In this paper, we have discussed the relationship between spring Atlantic SSTA and persistent summer MJO anomalies. We infer that warmer spring Atlantic SST could lead to persistent summer MJO anomalies over the Indian Ocean, while colder spring Atlantic SST tends to cause persistent summer MJO anomalies over the Pacific Ocean. There are two possible pathways for the spring Atlantic SSTA leading to the persistent summer MJO anomalies. One involves the cyclone/anticyclone caused by the Atlantic Ocean SSTA, which affects the equatorial vertical circulation. This circulation pattern leads to strengthening or weakening of the Walker circulation in summer, so that anomalous updraft occurs over the equatorial region of the Indian Ocean or the eastern Pacific. The other pathway involves the high/low pressure anomaly caused by the North Atlantic triple SSTA pattern, which is transmitted to the mid–low latitudes by the circumglobal teleconnection pattern, affecting the convective activity over the Indian Ocean. The Indian Ocean relaying effect is also a possible mechanism for the spring Atlantic SSTA influencing the persistent summer MJO anomalies.

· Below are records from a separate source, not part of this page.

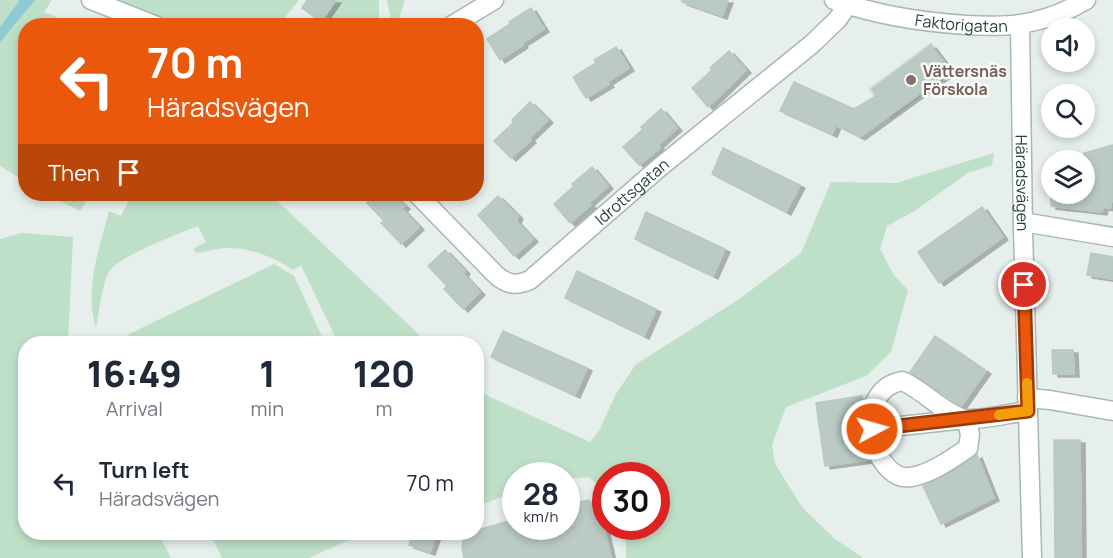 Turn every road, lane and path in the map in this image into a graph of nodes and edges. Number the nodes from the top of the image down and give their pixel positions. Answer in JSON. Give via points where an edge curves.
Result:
{"nodes":[{"id":1,"x":91,"y":0,"type":"edge"},
{"id":2,"x":494,"y":0,"type":"edge"},
{"id":3,"x":1086,"y":0,"type":"edge"},
{"id":4,"x":841,"y":3,"type":"edge"},
{"id":5,"x":137,"y":18,"type":"edge"},
{"id":6,"x":464,"y":18,"type":"edge"},
{"id":7,"x":1020,"y":24,"type":"junction"},
{"id":8,"x":424,"y":201,"type":"edge"},
{"id":9,"x":1023,"y":222,"type":"junction"},
{"id":10,"x":1113,"y":237,"type":"edge"},
{"id":11,"x":1028,"y":405,"type":"junction"},
{"id":12,"x":1113,"y":411,"type":"edge"},
{"id":13,"x":966,"y":419,"type":"junction"},
{"id":14,"x":872,"y":429,"type":"junction"},
{"id":15,"x":1032,"y":558,"type":"edge"}],
"edges":[{"from":1,"to":5,"type":"street"},
{"from":2,"to":6,"type":"street"},
{"from":3,"to":7,"type":"street","name":"Faktorigatan","via":[[1053,16]]},
{"from":4,"to":7,"type":"street","name":"Faktorigatan","via":[[937,23]]},
{"from":4,"to":8,"type":"street","name":"Idrottsgatan","via":[[837,21],[812,44],[660,167],[530,280],[508,284],[497,276]]},
{"from":7,"to":9,"type":"street","name":"Häradsvägen"},
{"from":9,"to":10,"type":"street"},
{"from":9,"to":11,"type":"street","name":"Häradsvägen"},
{"from":11,"to":12,"type":"street","via":[[1050,400]]},
{"from":11,"to":13,"type":"street"},
{"from":11,"to":15,"type":"street","name":"Häradsvägen"},
{"from":13,"to":14,"type":"street"},
{"from":13,"to":14,"type":"street","via":[[955,416],[902,381],[876,396]]},
{"from":13,"to":14,"type":"street","via":[[968,448],[936,468],[912,477],[899,477],[889,469],[876,451]]}]}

Given the increasing number of studies on the role of Atlantic SST in triggering ENSO events, we speculate whether the MJO may be one of the pathways to connect the two oceans. Based on the evidence that MJO can affect the occurrence of ENSO events (Yan et al., 2016), we infer that the persistent summer MJO anomalies may be a possible way. Since MJO is an important system in the tropical atmosphere that links the Atlantic and Pacific oceans, we raise a presumption that oceanic signal is transmitted into the atmosphere and then back to the ocean, in this paper. In this air–sea interaction mechanism, the signal of persistent summer MJO anomalies or even spring Atlantic SSTA could be regarded as an important indicator for the occurrence of winter ENSO events.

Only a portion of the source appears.